→ EXTRACTED RECORDS

^^^^^^^^^^^^^^^^

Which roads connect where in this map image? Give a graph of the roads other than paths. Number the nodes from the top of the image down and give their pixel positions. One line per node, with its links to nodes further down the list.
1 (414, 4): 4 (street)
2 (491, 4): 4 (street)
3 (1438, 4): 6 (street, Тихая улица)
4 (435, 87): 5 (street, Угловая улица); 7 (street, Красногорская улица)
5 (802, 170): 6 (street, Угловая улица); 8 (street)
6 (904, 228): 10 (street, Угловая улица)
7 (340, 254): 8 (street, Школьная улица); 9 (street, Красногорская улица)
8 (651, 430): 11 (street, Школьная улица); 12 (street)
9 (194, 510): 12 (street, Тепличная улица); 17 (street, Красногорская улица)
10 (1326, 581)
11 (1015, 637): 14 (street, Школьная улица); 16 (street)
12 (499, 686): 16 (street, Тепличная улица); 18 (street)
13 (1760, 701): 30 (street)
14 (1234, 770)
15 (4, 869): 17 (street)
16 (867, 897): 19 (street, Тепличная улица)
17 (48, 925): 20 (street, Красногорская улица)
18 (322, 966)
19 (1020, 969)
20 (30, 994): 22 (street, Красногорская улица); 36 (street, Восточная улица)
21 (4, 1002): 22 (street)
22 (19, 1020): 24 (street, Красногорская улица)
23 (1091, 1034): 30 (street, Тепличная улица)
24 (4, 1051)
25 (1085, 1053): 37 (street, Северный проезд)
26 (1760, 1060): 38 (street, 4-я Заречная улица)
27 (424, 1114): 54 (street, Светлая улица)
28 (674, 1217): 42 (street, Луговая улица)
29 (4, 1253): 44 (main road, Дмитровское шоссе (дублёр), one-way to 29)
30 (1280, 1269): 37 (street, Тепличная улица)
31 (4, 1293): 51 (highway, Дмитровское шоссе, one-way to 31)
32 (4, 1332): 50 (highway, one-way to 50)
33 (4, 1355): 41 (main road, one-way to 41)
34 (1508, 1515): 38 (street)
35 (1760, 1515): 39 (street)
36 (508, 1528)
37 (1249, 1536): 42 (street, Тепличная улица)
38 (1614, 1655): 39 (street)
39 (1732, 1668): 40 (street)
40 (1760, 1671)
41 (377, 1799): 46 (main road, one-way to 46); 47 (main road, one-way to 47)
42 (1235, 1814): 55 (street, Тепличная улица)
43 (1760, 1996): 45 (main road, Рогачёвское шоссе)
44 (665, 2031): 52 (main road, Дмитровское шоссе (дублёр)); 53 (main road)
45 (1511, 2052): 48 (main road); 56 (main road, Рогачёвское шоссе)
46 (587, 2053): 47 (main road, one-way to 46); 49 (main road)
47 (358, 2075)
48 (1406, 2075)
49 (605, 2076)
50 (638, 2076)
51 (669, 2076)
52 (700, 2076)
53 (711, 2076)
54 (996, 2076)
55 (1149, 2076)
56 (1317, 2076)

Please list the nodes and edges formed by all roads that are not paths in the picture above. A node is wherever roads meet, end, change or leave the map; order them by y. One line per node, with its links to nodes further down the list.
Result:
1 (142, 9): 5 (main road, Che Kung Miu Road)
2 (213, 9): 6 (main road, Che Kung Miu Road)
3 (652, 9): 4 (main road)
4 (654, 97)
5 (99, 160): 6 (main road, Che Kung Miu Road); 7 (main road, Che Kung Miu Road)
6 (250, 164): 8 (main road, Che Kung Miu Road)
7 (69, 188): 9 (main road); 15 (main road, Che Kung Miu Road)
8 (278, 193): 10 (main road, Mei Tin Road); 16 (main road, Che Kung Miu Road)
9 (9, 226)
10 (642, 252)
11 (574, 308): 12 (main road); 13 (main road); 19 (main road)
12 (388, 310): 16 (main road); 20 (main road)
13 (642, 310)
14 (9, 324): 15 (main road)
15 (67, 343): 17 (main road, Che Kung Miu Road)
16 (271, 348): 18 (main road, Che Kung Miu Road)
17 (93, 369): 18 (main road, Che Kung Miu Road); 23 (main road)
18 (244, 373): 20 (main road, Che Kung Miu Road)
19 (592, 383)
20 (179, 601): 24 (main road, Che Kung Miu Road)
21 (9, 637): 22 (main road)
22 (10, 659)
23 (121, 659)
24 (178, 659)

^^^^^^^^^^^^^^^^

Your response should consist of the whole listing, repeated exactly.

→ RESPONSE AREA
Which roads connect where in this map image? Give a graph of the roads other than paths. Number the nodes from the top of the image down and give their pixel positions. One line per node, with its links to nodes further down the list.
1 (414, 4): 4 (street)
2 (491, 4): 4 (street)
3 (1438, 4): 6 (street, Тихая улица)
4 (435, 87): 5 (street, Угловая улица); 7 (street, Красногорская улица)
5 (802, 170): 6 (street, Угловая улица); 8 (street)
6 (904, 228): 10 (street, Угловая улица)
7 (340, 254): 8 (street, Школьная улица); 9 (street, Красногорская улица)
8 (651, 430): 11 (street, Школьная улица); 12 (street)
9 (194, 510): 12 (street, Тепличная улица); 17 (street, Красногорская улица)
10 (1326, 581)
11 (1015, 637): 14 (street, Школьная улица); 16 (street)
12 (499, 686): 16 (street, Тепличная улица); 18 (street)
13 (1760, 701): 30 (street)
14 (1234, 770)
15 (4, 869): 17 (street)
16 (867, 897): 19 (street, Тепличная улица)
17 (48, 925): 20 (street, Красногорская улица)
18 (322, 966)
19 (1020, 969)
20 (30, 994): 22 (street, Красногорская улица); 36 (street, Восточная улица)
21 (4, 1002): 22 (street)
22 (19, 1020): 24 (street, Красногорская улица)
23 (1091, 1034): 30 (street, Тепличная улица)
24 (4, 1051)
25 (1085, 1053): 37 (street, Северный проезд)
26 (1760, 1060): 38 (street, 4-я Заречная улица)
27 (424, 1114): 54 (street, Светлая улица)
28 (674, 1217): 42 (street, Луговая улица)
29 (4, 1253): 44 (main road, Дмитровское шоссе (дублёр), one-way to 29)
30 (1280, 1269): 37 (street, Тепличная улица)
31 (4, 1293): 51 (highway, Дмитровское шоссе, one-way to 31)
32 (4, 1332): 50 (highway, one-way to 50)
33 (4, 1355): 41 (main road, one-way to 41)
34 (1508, 1515): 38 (street)
35 (1760, 1515): 39 (street)
36 (508, 1528)
37 (1249, 1536): 42 (street, Тепличная улица)
38 (1614, 1655): 39 (street)
39 (1732, 1668): 40 (street)
40 (1760, 1671)
41 (377, 1799): 46 (main road, one-way to 46); 47 (main road, one-way to 47)
42 (1235, 1814): 55 (street, Тепличная улица)
43 (1760, 1996): 45 (main road, Рогачёвское шоссе)
44 (665, 2031): 52 (main road, Дмитровское шоссе (дублёр)); 53 (main road)
45 (1511, 2052): 48 (main road); 56 (main road, Рогачёвское шоссе)
46 (587, 2053): 47 (main road, one-way to 46); 49 (main road)
47 (358, 2075)
48 (1406, 2075)
49 (605, 2076)
50 (638, 2076)
51 (669, 2076)
52 (700, 2076)
53 (711, 2076)
54 (996, 2076)
55 (1149, 2076)
56 (1317, 2076)

Please list the nodes and edges formed by all roads that are not paths in the picture above. A node is wherever roads meet, end, change or leave the map; order them by y. One line per node, with its links to nodes further down the list.
Result:
1 (142, 9): 5 (main road, Che Kung Miu Road)
2 (213, 9): 6 (main road, Che Kung Miu Road)
3 (652, 9): 4 (main road)
4 (654, 97)
5 (99, 160): 6 (main road, Che Kung Miu Road); 7 (main road, Che Kung Miu Road)
6 (250, 164): 8 (main road, Che Kung Miu Road)
7 (69, 188): 9 (main road); 15 (main road, Che Kung Miu Road)
8 (278, 193): 10 (main road, Mei Tin Road); 16 (main road, Che Kung Miu Road)
9 (9, 226)
10 (642, 252)
11 (574, 308): 12 (main road); 13 (main road); 19 (main road)
12 (388, 310): 16 (main road); 20 (main road)
13 (642, 310)
14 (9, 324): 15 (main road)
15 (67, 343): 17 (main road, Che Kung Miu Road)
16 (271, 348): 18 (main road, Che Kung Miu Road)
17 (93, 369): 18 (main road, Che Kung Miu Road); 23 (main road)
18 (244, 373): 20 (main road, Che Kung Miu Road)
19 (592, 383)
20 (179, 601): 24 (main road, Che Kung Miu Road)
21 (9, 637): 22 (main road)
22 (10, 659)
23 (121, 659)
24 (178, 659)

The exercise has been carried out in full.